Black women live with immense stress. Whether we are in Congress or merely tending to our families, our lives are not without harshness and stress. In addition to the stress of everyday life, racism adversely impacts our health. The Southern Poverty Law Center found that Black women “have higher death rates for nearly all cancers than white women and are twice as likely to experience infertility problems. These health disparities manifest most severely, however, in maternal death rates—the rates at which women die during pregnancy or up to after a year after childbirth.” The organization went on to state that “even when all other factors are equal—economic status, educational background, and access to health care—maternal death rates for Black women are still higher compared to white women.” We cannot discount the impact of racism and sexism on Black women’s overall mental and physical health. But for Black women who break barriers, I imagine they must face a unique form of stress, and for that, they need patience, community, support and love.

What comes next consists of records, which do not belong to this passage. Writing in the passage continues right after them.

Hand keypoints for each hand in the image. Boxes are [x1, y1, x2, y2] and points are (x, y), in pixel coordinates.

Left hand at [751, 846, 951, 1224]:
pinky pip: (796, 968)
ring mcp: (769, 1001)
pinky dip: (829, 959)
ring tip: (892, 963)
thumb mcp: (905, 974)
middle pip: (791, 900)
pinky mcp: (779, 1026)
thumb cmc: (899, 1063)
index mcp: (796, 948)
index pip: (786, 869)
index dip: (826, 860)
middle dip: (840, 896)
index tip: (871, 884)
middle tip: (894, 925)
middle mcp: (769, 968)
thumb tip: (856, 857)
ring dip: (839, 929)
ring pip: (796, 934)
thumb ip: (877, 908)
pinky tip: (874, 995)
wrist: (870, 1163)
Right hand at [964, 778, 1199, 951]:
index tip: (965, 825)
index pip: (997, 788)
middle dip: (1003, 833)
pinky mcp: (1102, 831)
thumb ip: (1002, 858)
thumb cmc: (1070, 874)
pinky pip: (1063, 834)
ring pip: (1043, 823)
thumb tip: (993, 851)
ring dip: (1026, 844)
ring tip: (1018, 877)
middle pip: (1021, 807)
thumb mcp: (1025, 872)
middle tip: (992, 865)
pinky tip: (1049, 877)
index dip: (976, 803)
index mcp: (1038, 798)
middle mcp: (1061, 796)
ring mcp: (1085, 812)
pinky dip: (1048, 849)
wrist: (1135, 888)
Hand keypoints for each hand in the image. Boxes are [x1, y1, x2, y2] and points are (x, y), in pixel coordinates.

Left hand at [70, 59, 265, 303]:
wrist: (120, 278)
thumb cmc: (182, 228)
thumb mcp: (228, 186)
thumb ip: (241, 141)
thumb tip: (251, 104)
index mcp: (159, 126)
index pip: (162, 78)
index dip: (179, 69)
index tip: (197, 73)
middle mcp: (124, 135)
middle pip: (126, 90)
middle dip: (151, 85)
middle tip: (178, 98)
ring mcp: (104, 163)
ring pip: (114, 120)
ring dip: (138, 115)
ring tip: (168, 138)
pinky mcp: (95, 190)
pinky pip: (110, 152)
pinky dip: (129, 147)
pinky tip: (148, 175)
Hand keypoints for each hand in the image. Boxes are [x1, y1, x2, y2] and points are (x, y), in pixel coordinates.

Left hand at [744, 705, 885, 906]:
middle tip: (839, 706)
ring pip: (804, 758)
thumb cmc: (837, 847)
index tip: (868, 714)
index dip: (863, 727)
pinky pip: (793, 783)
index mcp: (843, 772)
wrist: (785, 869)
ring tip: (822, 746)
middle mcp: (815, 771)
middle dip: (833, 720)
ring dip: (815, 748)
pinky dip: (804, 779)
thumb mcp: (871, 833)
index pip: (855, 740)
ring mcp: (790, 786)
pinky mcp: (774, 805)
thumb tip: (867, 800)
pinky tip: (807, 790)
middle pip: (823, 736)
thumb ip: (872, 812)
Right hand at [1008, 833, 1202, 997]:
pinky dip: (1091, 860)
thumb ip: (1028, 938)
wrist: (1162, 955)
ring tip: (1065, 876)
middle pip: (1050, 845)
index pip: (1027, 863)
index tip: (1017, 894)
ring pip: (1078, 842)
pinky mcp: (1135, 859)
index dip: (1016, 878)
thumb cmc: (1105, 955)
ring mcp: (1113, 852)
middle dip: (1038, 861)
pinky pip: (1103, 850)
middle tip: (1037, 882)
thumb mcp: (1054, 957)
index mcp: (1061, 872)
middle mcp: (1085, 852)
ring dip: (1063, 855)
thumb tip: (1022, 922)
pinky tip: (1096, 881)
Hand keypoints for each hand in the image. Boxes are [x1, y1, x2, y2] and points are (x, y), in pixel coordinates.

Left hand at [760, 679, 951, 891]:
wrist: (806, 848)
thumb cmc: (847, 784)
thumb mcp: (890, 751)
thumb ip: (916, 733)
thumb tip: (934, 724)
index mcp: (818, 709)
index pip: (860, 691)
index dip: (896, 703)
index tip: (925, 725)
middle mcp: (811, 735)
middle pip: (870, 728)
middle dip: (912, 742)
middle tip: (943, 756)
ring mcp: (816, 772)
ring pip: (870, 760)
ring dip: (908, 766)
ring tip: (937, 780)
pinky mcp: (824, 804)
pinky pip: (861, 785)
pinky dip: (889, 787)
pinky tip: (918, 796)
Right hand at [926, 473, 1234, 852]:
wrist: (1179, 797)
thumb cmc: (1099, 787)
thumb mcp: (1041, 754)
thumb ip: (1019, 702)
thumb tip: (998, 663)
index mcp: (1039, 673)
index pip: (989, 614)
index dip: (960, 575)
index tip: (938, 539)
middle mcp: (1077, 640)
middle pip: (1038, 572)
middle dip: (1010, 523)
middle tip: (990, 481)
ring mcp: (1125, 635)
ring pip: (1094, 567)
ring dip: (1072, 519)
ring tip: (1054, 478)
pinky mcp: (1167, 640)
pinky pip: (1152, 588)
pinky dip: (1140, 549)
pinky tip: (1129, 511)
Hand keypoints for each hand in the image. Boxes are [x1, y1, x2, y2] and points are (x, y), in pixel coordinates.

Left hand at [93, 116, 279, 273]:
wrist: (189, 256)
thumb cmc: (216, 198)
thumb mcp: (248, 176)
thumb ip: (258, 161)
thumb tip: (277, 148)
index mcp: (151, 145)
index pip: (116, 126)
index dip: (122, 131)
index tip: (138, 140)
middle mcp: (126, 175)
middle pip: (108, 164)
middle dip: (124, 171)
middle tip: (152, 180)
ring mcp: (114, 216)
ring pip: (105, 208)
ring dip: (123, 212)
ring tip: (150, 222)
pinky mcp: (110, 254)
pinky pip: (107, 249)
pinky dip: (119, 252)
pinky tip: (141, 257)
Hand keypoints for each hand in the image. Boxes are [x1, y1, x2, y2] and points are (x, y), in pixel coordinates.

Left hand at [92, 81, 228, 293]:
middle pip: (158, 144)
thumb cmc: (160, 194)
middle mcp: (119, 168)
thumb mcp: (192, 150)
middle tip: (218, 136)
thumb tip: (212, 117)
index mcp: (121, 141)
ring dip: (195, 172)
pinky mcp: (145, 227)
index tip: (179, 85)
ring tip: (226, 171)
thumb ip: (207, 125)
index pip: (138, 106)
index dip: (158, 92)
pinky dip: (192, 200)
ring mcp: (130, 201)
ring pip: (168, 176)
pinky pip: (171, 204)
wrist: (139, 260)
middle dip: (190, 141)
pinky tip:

To be clear, becoming the first and only is not always about ability. Certainly there are extraordinary Black women who defy the odds and break barriers. I also believe that many of us are brilliant and if we were given the opportunities we deserve, we too could break barriers. For instance, in the opinion essay I wrote for NewsOne, I noted that “Being locked out of these highly impactful and visible roles has nothing to do with ability. It is not that there has never been a Black woman who was qualified to sit on the high court; it’s that racism refuses to see anyone outside of the privileged mainstream. Black women are among one of the most educated demographics in the country. Black Demographics noted that ‘In 2018, about 59% of Black women 25 and older attended college. And nearly one-quarter of Black women hold a bachelor’s degree or higher.”



Black women work exceptionally hard, understanding that our liberation creates opportunities for those who come alongside us and those who will rise long after we’ve faded from the scenes. And yet, I must publicly name that there is a cost for our existence—indeed a toll for greatness.



Jennifer R. Farmer is the author of First and Only: What Black Women Say About Thriving at Work and in Life and Extraordinary PR, Ordinary Budget: A Strategy Guide.